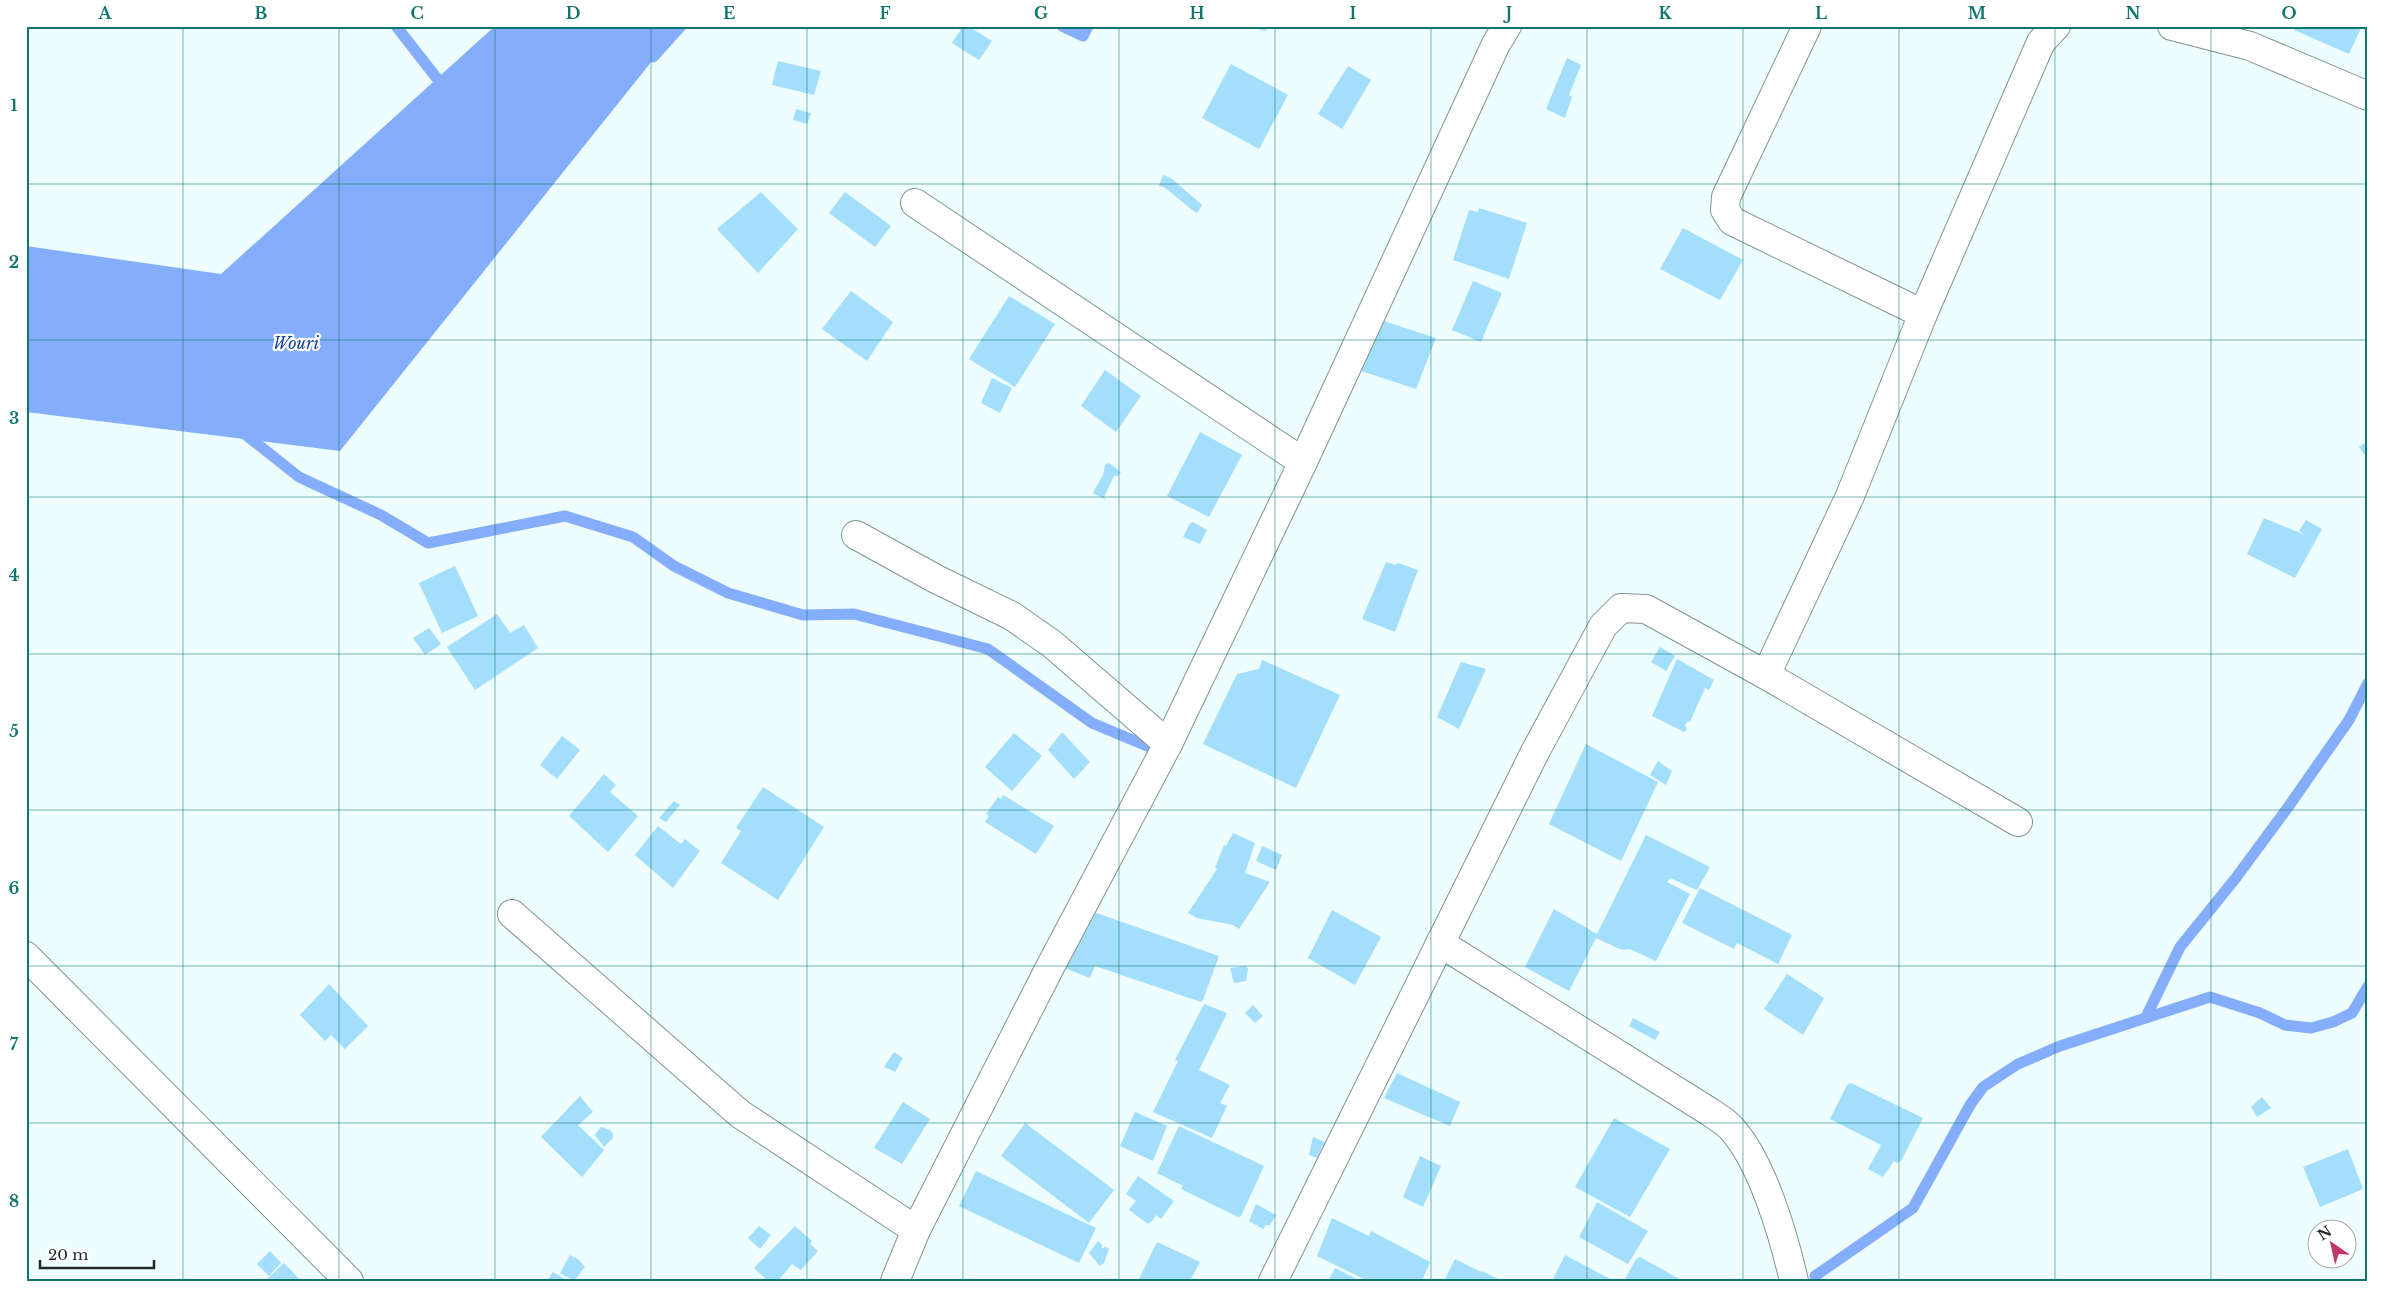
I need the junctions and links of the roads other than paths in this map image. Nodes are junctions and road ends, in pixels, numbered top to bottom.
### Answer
1 (1507, 26) edge
2 (1807, 26) edge
3 (2056, 26) edge
4 (2172, 26) edge
5 (2368, 96) edge
6 (915, 203) dead end
7 (1923, 314) junction
8 (1303, 462) junction
9 (856, 535) dead end
10 (1766, 675) junction
11 (1168, 744) junction
12 (2018, 822) dead end
13 (512, 914) dead end
14 (1440, 943) junction
15 (26, 956) edge
16 (916, 1230) junction
17 (349, 1281) edge
18 (895, 1281) edge
19 (1273, 1281) edge
20 (1794, 1281) edge

1 - 8 street
2 - 7 street
3 - 7 street
4 - 5 street
6 - 8 street
7 - 10 street
8 - 11 street
9 - 11 street
10 - 12 street
10 - 14 street
11 - 16 street
13 - 16 street
14 - 19 street
14 - 20 street
15 - 17 street
16 - 18 street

◆ Task to complete:
Output the entries exactly as they appear, with no pictures included.

◆ Exercise answer:
I need the junctions and links of the roads other than paths in this map image. Nodes are junctions and road ends, in pixels, numbered top to bottom.
### Answer
1 (1507, 26) edge
2 (1807, 26) edge
3 (2056, 26) edge
4 (2172, 26) edge
5 (2368, 96) edge
6 (915, 203) dead end
7 (1923, 314) junction
8 (1303, 462) junction
9 (856, 535) dead end
10 (1766, 675) junction
11 (1168, 744) junction
12 (2018, 822) dead end
13 (512, 914) dead end
14 (1440, 943) junction
15 (26, 956) edge
16 (916, 1230) junction
17 (349, 1281) edge
18 (895, 1281) edge
19 (1273, 1281) edge
20 (1794, 1281) edge

1 - 8 street
2 - 7 street
3 - 7 street
4 - 5 street
6 - 8 street
7 - 10 street
8 - 11 street
9 - 11 street
10 - 12 street
10 - 14 street
11 - 16 street
13 - 16 street
14 - 19 street
14 - 20 street
15 - 17 street
16 - 18 street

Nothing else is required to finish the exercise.